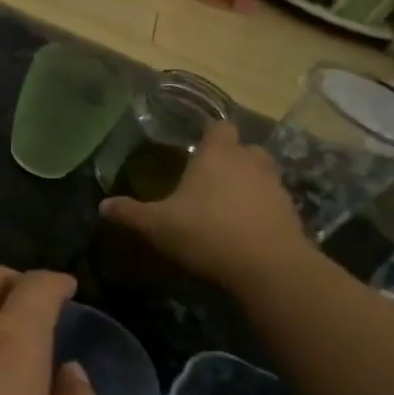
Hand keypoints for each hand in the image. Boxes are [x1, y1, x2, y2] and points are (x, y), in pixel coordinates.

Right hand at [99, 121, 312, 291]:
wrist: (269, 267)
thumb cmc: (207, 233)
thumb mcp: (157, 226)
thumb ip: (130, 213)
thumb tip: (103, 205)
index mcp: (218, 154)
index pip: (217, 127)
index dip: (207, 133)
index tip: (194, 145)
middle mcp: (250, 161)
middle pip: (242, 148)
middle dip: (228, 158)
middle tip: (207, 177)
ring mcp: (275, 186)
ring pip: (260, 174)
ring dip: (246, 183)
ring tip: (225, 204)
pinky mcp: (290, 212)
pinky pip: (271, 202)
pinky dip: (259, 209)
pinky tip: (243, 228)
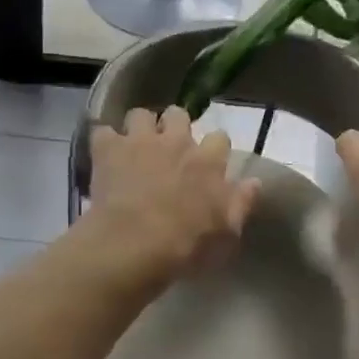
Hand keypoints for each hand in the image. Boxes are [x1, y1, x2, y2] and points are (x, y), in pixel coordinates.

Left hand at [88, 107, 257, 283]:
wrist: (134, 244)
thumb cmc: (186, 244)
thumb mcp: (226, 231)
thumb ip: (241, 203)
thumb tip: (255, 182)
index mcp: (207, 161)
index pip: (219, 137)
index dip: (213, 148)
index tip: (208, 162)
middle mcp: (176, 141)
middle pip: (178, 114)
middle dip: (174, 126)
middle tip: (168, 148)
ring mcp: (139, 141)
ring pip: (140, 114)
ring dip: (138, 128)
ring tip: (134, 146)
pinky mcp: (108, 149)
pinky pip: (103, 131)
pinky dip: (104, 143)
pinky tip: (104, 156)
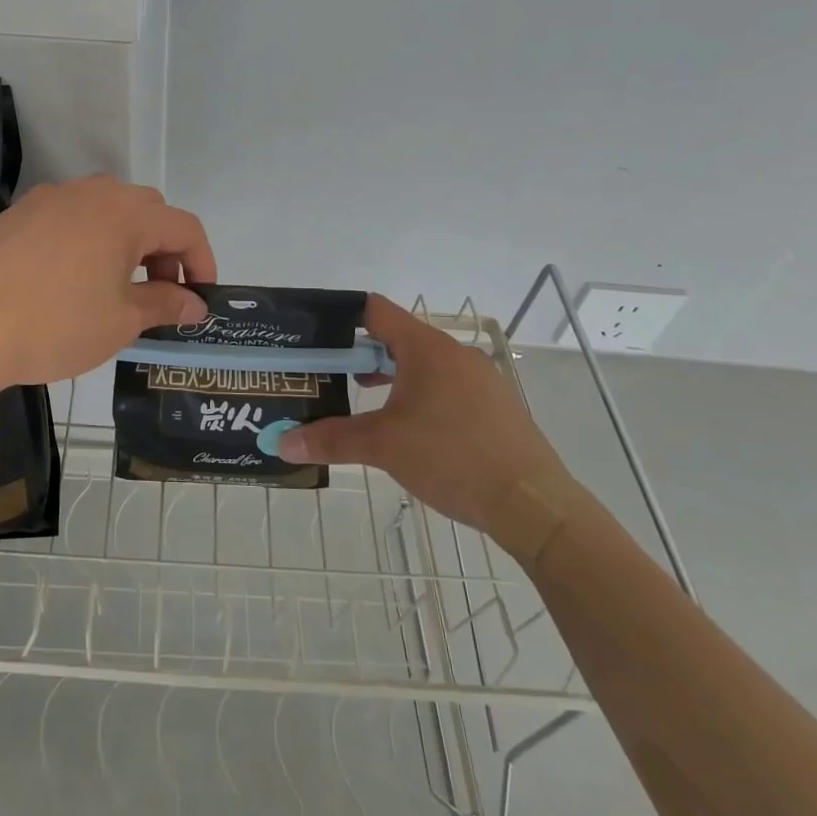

:::

TASK GOAL:
Set down every record once more, word for word, without pictures.

OUTPUT:
Hand keypoints for each hand in the image. Boxes are [x1, y1, x2, y2] and points are (x, y), in pixel coordinates.

Right hand at [99, 121, 312, 291]:
wrist: (269, 267)
thumb cmc: (207, 233)
thumb mcp: (157, 226)
thumb ip: (130, 213)
thumb tip: (103, 205)
index mcp: (218, 154)
index pip: (217, 127)
index dip: (207, 133)
index tip: (194, 145)
middle mcp: (250, 161)
middle pip: (242, 148)
middle dip: (228, 158)
middle tip: (207, 177)
ring mcp: (275, 186)
ring pip: (260, 174)
ring dip: (246, 183)
ring tip: (225, 204)
pinky mcp: (290, 212)
pinky pip: (271, 202)
pinky dip: (259, 209)
pinky tip: (243, 228)
Hand keypoints for each hand in the image. Boxes are [x1, y1, x2, y2] and points are (x, y), in pixel coordinates.

Left hand at [88, 107, 257, 283]:
wrist: (134, 244)
thumb cmc: (186, 244)
thumb mcp: (226, 231)
thumb ip: (241, 203)
thumb tip: (255, 182)
index mcp: (207, 161)
index pip: (219, 137)
index dip: (213, 148)
index tip: (208, 162)
middle mcp: (176, 141)
middle pip: (178, 114)
middle dip: (174, 126)
middle tip: (168, 148)
ring mcp: (139, 141)
ring pip: (140, 114)
ring dip: (138, 128)
ring tip: (134, 146)
pinky mcp: (108, 149)
pinky pip: (103, 131)
pinky dip: (104, 143)
pinky tip: (104, 156)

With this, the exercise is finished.